-- Task data follows --

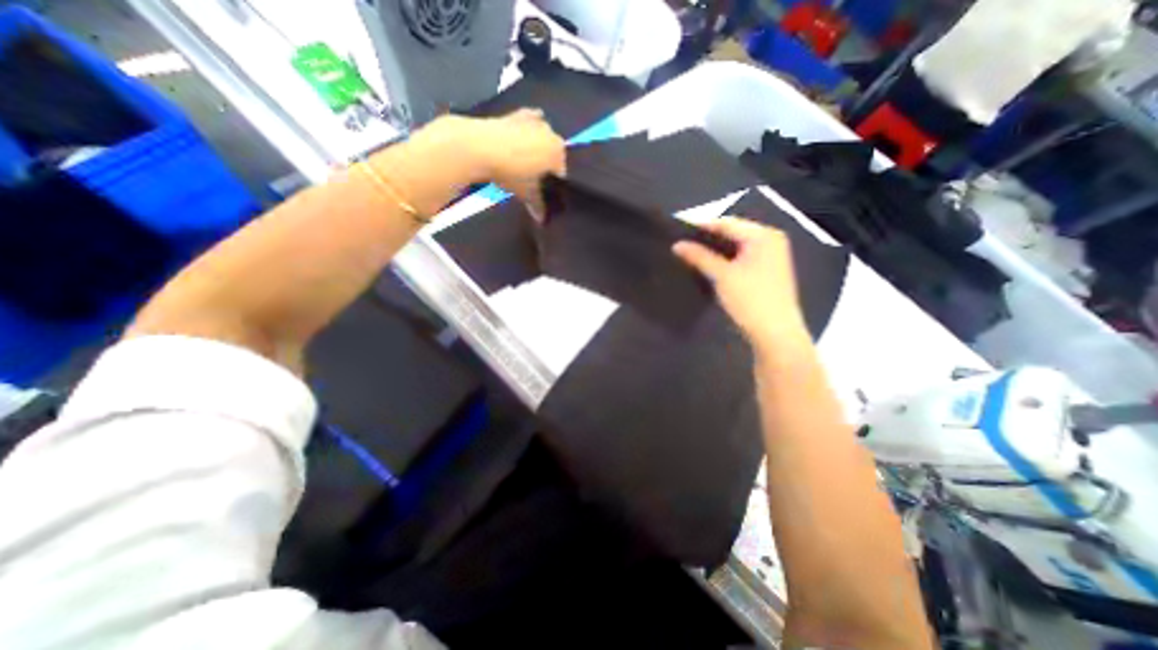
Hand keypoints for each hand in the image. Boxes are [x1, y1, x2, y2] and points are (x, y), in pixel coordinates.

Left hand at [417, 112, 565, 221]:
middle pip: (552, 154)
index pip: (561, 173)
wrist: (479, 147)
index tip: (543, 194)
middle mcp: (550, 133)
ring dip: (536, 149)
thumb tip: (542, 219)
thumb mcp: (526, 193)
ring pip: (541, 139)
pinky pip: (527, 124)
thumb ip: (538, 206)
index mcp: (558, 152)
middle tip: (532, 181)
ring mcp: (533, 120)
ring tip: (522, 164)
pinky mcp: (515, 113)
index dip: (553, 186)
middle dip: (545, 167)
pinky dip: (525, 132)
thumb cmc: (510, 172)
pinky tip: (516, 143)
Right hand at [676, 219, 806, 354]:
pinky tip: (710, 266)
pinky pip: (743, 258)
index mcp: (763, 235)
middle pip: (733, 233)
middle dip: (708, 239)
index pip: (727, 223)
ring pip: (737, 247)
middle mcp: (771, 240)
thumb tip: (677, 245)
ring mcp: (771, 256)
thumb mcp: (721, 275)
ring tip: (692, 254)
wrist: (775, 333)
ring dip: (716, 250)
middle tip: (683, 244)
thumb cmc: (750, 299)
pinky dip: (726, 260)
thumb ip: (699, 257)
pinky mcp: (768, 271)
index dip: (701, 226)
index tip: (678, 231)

-- Task data concluded --
-- Task data follows --

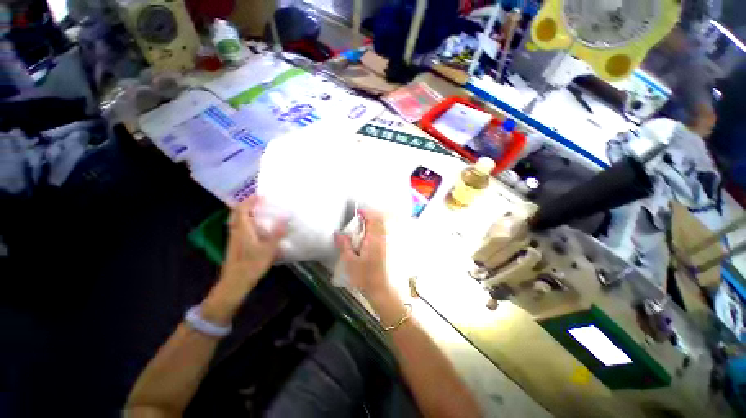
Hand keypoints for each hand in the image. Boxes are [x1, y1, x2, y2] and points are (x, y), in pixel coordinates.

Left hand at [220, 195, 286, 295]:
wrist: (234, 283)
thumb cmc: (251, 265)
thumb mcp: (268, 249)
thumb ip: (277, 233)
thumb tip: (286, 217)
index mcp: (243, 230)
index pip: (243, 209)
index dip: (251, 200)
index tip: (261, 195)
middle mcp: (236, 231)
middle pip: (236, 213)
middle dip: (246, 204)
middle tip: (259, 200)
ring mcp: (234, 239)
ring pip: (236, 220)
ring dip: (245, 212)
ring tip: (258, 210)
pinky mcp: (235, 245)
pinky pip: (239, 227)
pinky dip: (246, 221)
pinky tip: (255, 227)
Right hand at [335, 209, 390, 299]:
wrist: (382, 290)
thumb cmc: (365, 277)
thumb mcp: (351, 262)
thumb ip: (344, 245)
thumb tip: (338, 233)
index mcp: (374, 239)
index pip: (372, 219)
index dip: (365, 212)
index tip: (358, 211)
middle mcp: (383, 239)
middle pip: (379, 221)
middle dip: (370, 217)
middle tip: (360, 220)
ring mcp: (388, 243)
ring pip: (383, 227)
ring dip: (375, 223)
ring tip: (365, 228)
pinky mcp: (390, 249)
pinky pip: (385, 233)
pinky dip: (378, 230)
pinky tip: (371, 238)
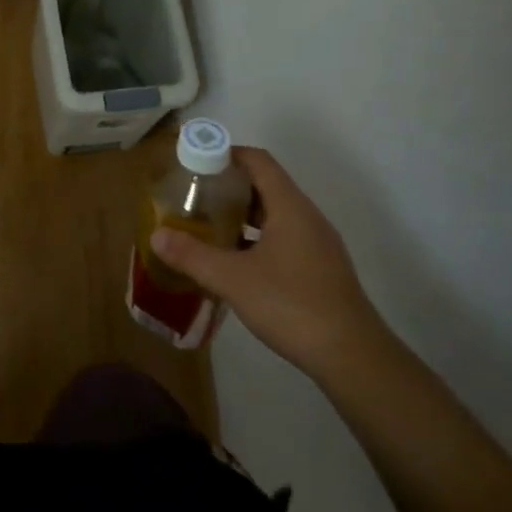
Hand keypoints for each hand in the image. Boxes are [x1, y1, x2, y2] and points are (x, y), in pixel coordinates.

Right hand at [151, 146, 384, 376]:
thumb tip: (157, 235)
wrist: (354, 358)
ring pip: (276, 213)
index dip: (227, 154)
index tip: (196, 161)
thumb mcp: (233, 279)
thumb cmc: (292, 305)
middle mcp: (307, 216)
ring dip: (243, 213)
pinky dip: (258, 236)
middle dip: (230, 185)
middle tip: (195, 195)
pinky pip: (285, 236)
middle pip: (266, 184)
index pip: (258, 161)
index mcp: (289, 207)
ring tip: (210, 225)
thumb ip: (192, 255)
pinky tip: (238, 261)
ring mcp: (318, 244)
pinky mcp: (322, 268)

-- Task data concluded --

▶ [Problem details]:
Using the entries above, return exactly the lines from the line with "middle mcp: (771, 240)" to the line with "index tip: (678, 231)", counting both of those lines.

▶ [Completed exercise]:
middle mcp: (771, 240)
thumb tip: (677, 245)
ring mcp: (771, 256)
thumb mcp: (721, 275)
ring tip: (692, 254)
wrist: (775, 333)
ring dip: (716, 250)
middle tip: (683, 244)
thumb cmc: (750, 299)
pinky dip: (726, 260)
thumb ip: (699, 257)
pinky mcp: (768, 271)
index dip: (701, 226)
index tip: (678, 231)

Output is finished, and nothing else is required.